Harmonics are a great way of adding colour to certain passages. They are also a good way of training the pitching of the embouchure. Do note that you do NOT squeeze harmonics out. Always jump between harmonics by varying the angle of the airstream, at least when practising pitching. (Sometimes it gets really tough, so a little periodic squeezing for utter certainty may be, well, tolerable.) If you squeeze air out, it'll develop into a bad habit and is counterproductive.

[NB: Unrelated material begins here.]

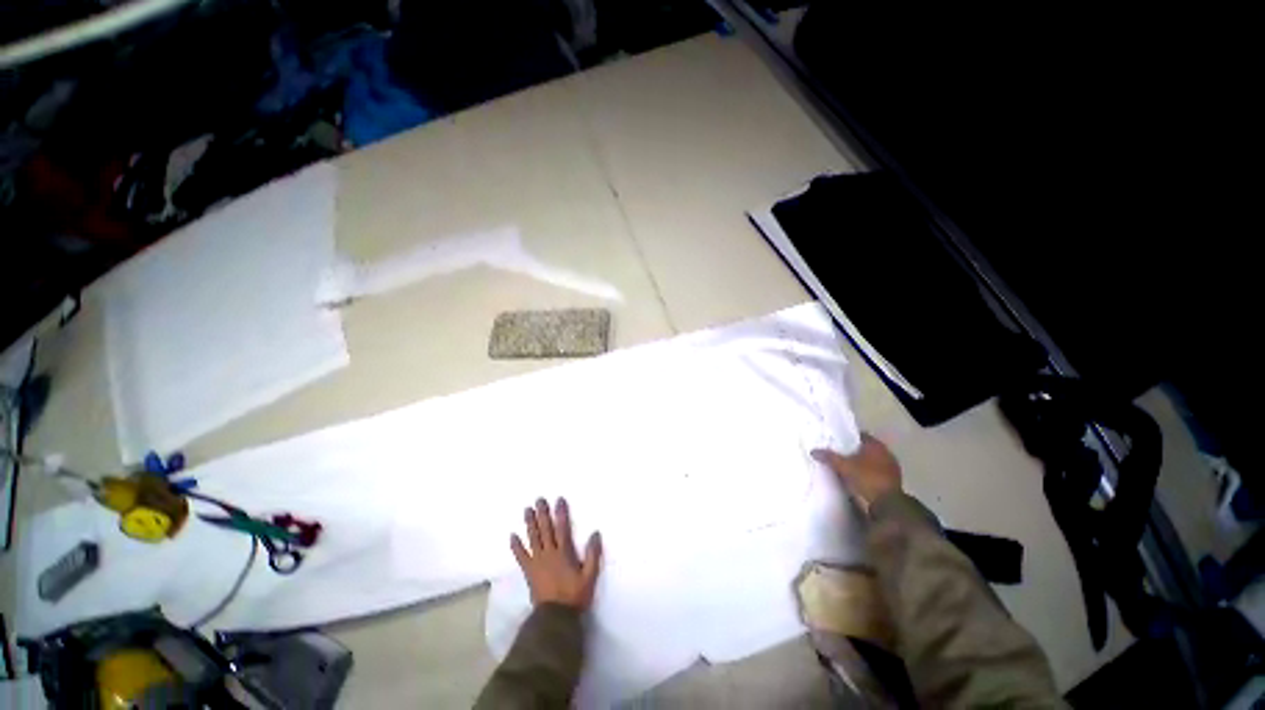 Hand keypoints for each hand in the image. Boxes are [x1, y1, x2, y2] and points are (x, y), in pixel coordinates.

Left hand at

You can approach it like learning the other high notes, but jumping between harmonics adds an extra challenge to it.
The flute family: probing the lower limit of human hearing and the upper limit of human tolerance.

etc-etc
Posts: 36
Joined: Wed Sep 29, 2010 2:33 pm

Re: Harmonics

Post by etc-etc » Mon Oct 18, 2010 9:35 pm

Actually, the fundamental tone is the first harmonic;
An octave up from the first harmonic is the second harmonic;
A perfect fifth up from the second harmonic is the third harmonic; and so on.

wkzh
Posts: 103
Joined: Fri May 14, 2010 3:45 am

Re: Harmonics

Post by wkzh » Wed Oct 20, 2010 7:26 am

Yes, there's a huge confusion about "harmonics", "partials", "overtones" and all that stuff, it's so irritating. But I find using the convention for harmonics more computationally and intuitively appealing: the other two are irritating ("overtone" is apparently a translational error) but are more general terms so sometimes there's no escape. So be careful that when you hold a discussion, make sure both of you are talking about the same thing!
The flute family: probing the lower limit of human hearing and the upper limit of human tolerance.

etc-etc
Posts: 36
Joined: Wed Sep 29, 2010 2:33 pm

Re: Harmonics

Post by etc-etc » Wed Oct 20, 2010 7:46 pm

Yes, it is very confusing because in some systems the fundamental counts as 0 and in others, as 1.